**What you have to do:**
Please retype the whole listing so that it matches the original exactly.

**Data in this exercise:**

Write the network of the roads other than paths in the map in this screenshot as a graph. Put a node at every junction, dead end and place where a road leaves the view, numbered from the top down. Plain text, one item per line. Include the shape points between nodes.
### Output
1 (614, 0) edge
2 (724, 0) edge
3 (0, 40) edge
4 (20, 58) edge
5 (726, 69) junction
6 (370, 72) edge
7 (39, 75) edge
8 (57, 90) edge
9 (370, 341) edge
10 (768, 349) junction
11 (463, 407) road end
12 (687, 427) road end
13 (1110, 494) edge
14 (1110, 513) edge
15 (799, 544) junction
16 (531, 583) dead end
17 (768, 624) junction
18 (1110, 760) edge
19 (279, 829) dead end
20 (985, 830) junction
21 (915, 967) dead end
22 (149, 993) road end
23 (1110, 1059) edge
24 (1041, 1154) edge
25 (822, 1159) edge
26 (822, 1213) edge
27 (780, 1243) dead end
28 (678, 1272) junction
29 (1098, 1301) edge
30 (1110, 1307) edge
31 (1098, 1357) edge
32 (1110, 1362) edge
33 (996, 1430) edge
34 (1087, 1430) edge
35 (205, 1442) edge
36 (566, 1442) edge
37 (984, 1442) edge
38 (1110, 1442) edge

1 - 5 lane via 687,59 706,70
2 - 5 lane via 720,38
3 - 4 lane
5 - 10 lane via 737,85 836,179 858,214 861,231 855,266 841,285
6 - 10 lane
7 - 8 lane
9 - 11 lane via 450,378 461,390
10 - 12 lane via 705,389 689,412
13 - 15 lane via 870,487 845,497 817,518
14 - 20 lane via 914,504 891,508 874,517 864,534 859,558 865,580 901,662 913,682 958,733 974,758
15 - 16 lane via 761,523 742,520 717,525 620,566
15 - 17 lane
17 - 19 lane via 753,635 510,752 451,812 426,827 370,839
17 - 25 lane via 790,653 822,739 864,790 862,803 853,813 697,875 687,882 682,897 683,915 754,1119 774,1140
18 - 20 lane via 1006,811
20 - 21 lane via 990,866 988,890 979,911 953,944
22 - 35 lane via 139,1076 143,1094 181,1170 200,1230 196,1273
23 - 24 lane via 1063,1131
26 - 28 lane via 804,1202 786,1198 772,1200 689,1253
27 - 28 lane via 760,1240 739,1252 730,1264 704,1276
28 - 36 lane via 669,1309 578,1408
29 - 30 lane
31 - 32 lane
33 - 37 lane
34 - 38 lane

**Reply to the exercise:**
Write the network of the roads other than paths in the map in this screenshot as a graph. Put a node at every junction, dead end and place where a road leaves the view, numbered from the top down. Plain text, one item per line. Include the shape points between nodes.
### Output
1 (614, 0) edge
2 (724, 0) edge
3 (0, 40) edge
4 (20, 58) edge
5 (726, 69) junction
6 (370, 72) edge
7 (39, 75) edge
8 (57, 90) edge
9 (370, 341) edge
10 (768, 349) junction
11 (463, 407) road end
12 (687, 427) road end
13 (1110, 494) edge
14 (1110, 513) edge
15 (799, 544) junction
16 (531, 583) dead end
17 (768, 624) junction
18 (1110, 760) edge
19 (279, 829) dead end
20 (985, 830) junction
21 (915, 967) dead end
22 (149, 993) road end
23 (1110, 1059) edge
24 (1041, 1154) edge
25 (822, 1159) edge
26 (822, 1213) edge
27 (780, 1243) dead end
28 (678, 1272) junction
29 (1098, 1301) edge
30 (1110, 1307) edge
31 (1098, 1357) edge
32 (1110, 1362) edge
33 (996, 1430) edge
34 (1087, 1430) edge
35 (205, 1442) edge
36 (566, 1442) edge
37 (984, 1442) edge
38 (1110, 1442) edge

1 - 5 lane via 687,59 706,70
2 - 5 lane via 720,38
3 - 4 lane
5 - 10 lane via 737,85 836,179 858,214 861,231 855,266 841,285
6 - 10 lane
7 - 8 lane
9 - 11 lane via 450,378 461,390
10 - 12 lane via 705,389 689,412
13 - 15 lane via 870,487 845,497 817,518
14 - 20 lane via 914,504 891,508 874,517 864,534 859,558 865,580 901,662 913,682 958,733 974,758
15 - 16 lane via 761,523 742,520 717,525 620,566
15 - 17 lane
17 - 19 lane via 753,635 510,752 451,812 426,827 370,839
17 - 25 lane via 790,653 822,739 864,790 862,803 853,813 697,875 687,882 682,897 683,915 754,1119 774,1140
18 - 20 lane via 1006,811
20 - 21 lane via 990,866 988,890 979,911 953,944
22 - 35 lane via 139,1076 143,1094 181,1170 200,1230 196,1273
23 - 24 lane via 1063,1131
26 - 28 lane via 804,1202 786,1198 772,1200 689,1253
27 - 28 lane via 760,1240 739,1252 730,1264 704,1276
28 - 36 lane via 669,1309 578,1408
29 - 30 lane
31 - 32 lane
33 - 37 lane
34 - 38 lane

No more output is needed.